MPI_CHECK_COMM(comm, array_of_errcodes)
IN comm communicator handle
OUT array_of_errcodes one error/warning code per process

Advice to implementors:
-------------------------
The following is one of many methods that may be used to implement a check.
If any members of the comm group has not been accessed in TBD time, then a warning may be issued. An access timer on each node can clock the time between
accesses. For each new access, the timer is reset.

1.2 This binding is optional and will invoke a policy to verify that
the whole communication group agrees that communication is down.

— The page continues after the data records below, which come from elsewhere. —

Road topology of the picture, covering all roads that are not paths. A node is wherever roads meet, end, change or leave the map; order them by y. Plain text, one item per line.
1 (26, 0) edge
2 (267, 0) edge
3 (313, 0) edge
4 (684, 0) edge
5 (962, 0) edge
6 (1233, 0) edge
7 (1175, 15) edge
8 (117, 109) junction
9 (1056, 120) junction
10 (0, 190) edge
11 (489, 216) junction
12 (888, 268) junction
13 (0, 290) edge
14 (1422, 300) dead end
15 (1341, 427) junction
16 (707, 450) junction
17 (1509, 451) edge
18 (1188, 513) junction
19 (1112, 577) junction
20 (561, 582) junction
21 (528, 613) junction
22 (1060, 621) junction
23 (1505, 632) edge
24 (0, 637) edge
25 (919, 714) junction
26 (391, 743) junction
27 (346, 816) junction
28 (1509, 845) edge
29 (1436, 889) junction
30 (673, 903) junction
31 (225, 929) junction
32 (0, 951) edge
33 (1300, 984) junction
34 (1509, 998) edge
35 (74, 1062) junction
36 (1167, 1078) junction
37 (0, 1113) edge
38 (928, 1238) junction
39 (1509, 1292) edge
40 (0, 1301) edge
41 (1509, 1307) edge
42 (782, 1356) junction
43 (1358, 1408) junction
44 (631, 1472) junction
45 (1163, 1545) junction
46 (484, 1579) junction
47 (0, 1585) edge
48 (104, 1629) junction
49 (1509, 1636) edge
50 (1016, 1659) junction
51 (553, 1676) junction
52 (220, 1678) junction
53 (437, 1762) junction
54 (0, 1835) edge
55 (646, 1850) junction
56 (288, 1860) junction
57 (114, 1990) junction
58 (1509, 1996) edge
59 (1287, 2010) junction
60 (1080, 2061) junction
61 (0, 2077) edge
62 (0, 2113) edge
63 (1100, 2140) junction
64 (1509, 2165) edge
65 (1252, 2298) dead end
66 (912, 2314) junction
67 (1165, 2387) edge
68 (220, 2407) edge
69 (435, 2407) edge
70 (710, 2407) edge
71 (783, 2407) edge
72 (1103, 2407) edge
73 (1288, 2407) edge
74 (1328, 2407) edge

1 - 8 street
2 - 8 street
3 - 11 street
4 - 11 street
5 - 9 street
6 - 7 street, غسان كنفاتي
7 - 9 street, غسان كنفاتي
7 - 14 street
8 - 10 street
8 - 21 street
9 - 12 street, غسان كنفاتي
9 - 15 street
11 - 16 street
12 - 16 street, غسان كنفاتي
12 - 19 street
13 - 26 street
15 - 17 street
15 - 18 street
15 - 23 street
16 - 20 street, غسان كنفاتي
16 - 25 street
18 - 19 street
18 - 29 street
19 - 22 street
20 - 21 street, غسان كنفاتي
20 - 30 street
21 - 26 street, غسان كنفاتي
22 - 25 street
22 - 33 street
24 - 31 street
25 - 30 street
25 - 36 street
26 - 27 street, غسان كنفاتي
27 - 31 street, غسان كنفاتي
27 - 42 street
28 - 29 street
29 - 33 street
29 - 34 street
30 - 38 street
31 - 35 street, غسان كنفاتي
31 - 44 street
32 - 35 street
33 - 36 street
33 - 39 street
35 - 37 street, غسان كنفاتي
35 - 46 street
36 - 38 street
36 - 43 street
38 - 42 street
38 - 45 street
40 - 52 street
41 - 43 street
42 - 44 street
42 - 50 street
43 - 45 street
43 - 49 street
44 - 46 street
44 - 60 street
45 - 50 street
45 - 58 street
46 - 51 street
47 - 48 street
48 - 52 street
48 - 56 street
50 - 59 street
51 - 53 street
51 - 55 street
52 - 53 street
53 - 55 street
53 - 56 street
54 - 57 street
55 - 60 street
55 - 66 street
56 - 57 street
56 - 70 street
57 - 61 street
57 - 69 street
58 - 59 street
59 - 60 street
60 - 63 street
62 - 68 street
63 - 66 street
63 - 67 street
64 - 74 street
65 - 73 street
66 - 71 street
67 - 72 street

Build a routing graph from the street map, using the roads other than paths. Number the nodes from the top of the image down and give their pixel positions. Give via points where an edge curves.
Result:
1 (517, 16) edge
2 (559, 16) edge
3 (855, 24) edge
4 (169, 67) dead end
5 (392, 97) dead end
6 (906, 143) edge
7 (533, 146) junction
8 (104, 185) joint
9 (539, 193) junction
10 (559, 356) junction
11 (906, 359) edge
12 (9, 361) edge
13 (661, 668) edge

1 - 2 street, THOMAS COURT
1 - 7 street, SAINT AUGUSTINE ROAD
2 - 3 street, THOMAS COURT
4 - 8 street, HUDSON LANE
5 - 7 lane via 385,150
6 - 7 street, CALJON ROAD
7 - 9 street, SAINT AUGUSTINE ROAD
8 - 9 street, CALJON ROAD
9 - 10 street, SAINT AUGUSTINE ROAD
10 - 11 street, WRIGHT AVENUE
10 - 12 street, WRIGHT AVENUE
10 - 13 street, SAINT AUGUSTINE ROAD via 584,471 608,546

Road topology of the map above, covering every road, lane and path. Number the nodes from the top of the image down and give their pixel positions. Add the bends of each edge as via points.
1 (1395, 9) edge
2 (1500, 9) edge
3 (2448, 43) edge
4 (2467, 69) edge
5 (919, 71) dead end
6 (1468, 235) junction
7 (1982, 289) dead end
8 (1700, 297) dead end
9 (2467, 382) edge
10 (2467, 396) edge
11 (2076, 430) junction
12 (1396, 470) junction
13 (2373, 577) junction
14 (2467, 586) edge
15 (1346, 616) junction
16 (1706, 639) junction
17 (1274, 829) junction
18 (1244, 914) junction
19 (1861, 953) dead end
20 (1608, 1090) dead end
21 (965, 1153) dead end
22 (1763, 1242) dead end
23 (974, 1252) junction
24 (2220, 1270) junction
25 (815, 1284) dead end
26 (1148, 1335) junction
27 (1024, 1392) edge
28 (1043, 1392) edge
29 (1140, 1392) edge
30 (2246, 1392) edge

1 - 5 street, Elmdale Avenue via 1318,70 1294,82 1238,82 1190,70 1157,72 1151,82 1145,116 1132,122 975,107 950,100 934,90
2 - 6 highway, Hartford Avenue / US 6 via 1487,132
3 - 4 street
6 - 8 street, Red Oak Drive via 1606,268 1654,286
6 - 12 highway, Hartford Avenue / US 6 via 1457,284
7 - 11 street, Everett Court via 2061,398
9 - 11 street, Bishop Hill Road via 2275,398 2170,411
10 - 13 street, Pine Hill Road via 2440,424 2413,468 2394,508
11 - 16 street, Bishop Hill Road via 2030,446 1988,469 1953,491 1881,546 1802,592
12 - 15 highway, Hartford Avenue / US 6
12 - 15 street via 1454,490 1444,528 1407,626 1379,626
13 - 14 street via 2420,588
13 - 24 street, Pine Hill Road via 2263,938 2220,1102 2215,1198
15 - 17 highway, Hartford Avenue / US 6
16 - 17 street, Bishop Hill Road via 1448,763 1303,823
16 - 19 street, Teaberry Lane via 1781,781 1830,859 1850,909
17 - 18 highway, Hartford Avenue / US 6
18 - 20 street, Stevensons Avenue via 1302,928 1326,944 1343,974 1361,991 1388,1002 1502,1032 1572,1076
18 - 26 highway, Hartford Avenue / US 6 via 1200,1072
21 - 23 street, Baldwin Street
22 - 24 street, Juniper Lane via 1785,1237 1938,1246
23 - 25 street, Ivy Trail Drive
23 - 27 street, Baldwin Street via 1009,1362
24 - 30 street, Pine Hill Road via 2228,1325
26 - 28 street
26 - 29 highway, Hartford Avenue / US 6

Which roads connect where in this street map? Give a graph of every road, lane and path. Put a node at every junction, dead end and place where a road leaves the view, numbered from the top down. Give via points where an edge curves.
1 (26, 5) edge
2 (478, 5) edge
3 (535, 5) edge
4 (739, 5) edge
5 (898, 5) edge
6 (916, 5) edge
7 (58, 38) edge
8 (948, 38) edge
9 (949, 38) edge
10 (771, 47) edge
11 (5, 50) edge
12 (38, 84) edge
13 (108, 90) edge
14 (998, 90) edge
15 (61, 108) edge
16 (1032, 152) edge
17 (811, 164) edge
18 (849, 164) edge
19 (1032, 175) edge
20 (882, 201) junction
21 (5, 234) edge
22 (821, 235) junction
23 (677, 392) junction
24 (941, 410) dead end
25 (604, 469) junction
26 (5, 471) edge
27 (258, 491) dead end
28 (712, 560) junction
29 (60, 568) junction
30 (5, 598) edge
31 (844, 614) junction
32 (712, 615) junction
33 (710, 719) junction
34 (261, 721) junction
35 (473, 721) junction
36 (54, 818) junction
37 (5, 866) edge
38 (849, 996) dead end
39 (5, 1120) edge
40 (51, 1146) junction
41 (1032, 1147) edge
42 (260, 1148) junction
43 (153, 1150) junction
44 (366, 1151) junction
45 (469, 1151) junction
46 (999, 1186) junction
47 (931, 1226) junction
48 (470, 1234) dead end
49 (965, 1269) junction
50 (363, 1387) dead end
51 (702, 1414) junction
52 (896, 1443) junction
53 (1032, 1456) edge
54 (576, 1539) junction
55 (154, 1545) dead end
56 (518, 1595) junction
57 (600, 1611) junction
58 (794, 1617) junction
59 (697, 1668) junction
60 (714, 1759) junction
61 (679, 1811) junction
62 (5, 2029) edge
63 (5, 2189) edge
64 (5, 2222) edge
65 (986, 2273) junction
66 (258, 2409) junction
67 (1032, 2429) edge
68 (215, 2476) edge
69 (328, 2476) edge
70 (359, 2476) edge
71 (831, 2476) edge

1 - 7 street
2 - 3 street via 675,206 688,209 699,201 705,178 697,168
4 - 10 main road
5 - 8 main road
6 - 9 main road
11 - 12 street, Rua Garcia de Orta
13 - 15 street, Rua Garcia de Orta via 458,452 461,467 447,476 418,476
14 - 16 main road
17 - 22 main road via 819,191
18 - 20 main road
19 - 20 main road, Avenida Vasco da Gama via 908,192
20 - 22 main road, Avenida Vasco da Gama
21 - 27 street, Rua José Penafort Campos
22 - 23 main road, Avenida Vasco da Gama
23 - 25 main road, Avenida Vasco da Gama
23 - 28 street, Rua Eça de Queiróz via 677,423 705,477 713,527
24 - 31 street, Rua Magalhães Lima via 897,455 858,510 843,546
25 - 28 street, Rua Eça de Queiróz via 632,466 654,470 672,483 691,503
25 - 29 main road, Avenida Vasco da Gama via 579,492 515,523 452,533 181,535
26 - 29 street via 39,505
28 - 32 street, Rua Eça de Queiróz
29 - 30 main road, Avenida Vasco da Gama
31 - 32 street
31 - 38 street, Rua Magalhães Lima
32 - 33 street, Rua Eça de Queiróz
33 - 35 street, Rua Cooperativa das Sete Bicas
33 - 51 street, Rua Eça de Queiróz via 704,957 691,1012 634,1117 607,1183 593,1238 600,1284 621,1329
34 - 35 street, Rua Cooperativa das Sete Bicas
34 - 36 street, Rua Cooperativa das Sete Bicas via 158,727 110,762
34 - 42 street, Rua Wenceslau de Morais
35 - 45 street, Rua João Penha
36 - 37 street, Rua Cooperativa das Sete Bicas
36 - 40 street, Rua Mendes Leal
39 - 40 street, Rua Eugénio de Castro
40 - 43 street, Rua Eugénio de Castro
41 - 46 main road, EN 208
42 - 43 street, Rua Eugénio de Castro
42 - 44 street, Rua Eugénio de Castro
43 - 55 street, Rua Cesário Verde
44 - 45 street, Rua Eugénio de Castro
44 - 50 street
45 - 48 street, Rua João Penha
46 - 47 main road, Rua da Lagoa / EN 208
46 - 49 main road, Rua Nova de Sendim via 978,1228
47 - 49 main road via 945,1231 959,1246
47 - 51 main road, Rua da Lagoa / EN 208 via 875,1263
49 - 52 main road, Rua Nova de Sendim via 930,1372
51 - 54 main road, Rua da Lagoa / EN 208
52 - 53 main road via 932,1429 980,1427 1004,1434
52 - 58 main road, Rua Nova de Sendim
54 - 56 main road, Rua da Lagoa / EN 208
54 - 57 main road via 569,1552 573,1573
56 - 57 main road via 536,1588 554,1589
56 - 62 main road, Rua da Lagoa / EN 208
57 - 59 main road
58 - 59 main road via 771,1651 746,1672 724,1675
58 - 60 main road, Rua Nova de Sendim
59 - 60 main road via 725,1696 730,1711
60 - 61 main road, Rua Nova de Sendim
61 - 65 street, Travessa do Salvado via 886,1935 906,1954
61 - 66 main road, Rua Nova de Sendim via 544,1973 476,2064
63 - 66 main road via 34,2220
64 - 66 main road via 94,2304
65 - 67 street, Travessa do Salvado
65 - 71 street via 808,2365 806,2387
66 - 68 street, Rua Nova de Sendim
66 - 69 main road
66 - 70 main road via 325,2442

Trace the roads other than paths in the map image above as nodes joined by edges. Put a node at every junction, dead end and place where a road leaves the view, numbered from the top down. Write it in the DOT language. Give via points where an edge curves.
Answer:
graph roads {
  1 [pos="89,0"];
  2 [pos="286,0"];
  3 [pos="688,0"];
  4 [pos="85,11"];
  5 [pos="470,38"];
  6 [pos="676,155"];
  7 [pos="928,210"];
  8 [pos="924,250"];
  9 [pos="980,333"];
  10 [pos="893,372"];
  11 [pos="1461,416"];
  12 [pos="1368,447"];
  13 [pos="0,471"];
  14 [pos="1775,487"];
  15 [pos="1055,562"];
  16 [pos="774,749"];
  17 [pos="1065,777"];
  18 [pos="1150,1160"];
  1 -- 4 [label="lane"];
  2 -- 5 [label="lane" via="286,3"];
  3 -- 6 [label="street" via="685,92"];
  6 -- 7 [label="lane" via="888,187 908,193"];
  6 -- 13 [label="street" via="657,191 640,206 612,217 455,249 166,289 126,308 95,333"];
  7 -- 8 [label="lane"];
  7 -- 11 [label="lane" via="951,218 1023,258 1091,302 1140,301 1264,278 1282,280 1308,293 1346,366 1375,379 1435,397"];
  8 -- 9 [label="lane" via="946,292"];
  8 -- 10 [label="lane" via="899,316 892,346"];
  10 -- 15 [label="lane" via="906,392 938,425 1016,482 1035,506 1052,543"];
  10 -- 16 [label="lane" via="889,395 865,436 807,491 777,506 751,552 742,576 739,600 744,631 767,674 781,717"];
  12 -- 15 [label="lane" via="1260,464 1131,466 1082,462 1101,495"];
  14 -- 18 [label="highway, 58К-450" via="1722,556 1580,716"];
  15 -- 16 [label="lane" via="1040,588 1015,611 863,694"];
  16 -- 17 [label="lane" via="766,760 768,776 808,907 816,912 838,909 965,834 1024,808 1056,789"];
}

MPI_FAULT_POLICY(comm, keyval)
IN comm communicator handle
OUT flag indicates concensus (0,1) as to which
process(es) have faults
OUT array_of_errcodes one error code per process

Advice to implementors
-----------------------
May implement the Byzantine General's Algorithm for concensus.

If the error codes agree between MPI_CHECK_COMM and MPI_FAULT_POLICY, the user may take action to create a new comm group or declare a fatal error.

If the user prefers to invoke a single fault check, then MPI_CHECK_COMM or
MPI_FAULT_POLICY may be used.

The user may call MPI_COMM_RECREATE if a new comm group is desired.

Seamless replacement without degradation is an optimal goal of fault tolerance
policies. Although a fault is detected, the problem of data loss until corrective action is taken, (creating a new comm group) is not addressed
in this proposal.

--------------1CFBAE393F54BC7EFF6D5DF--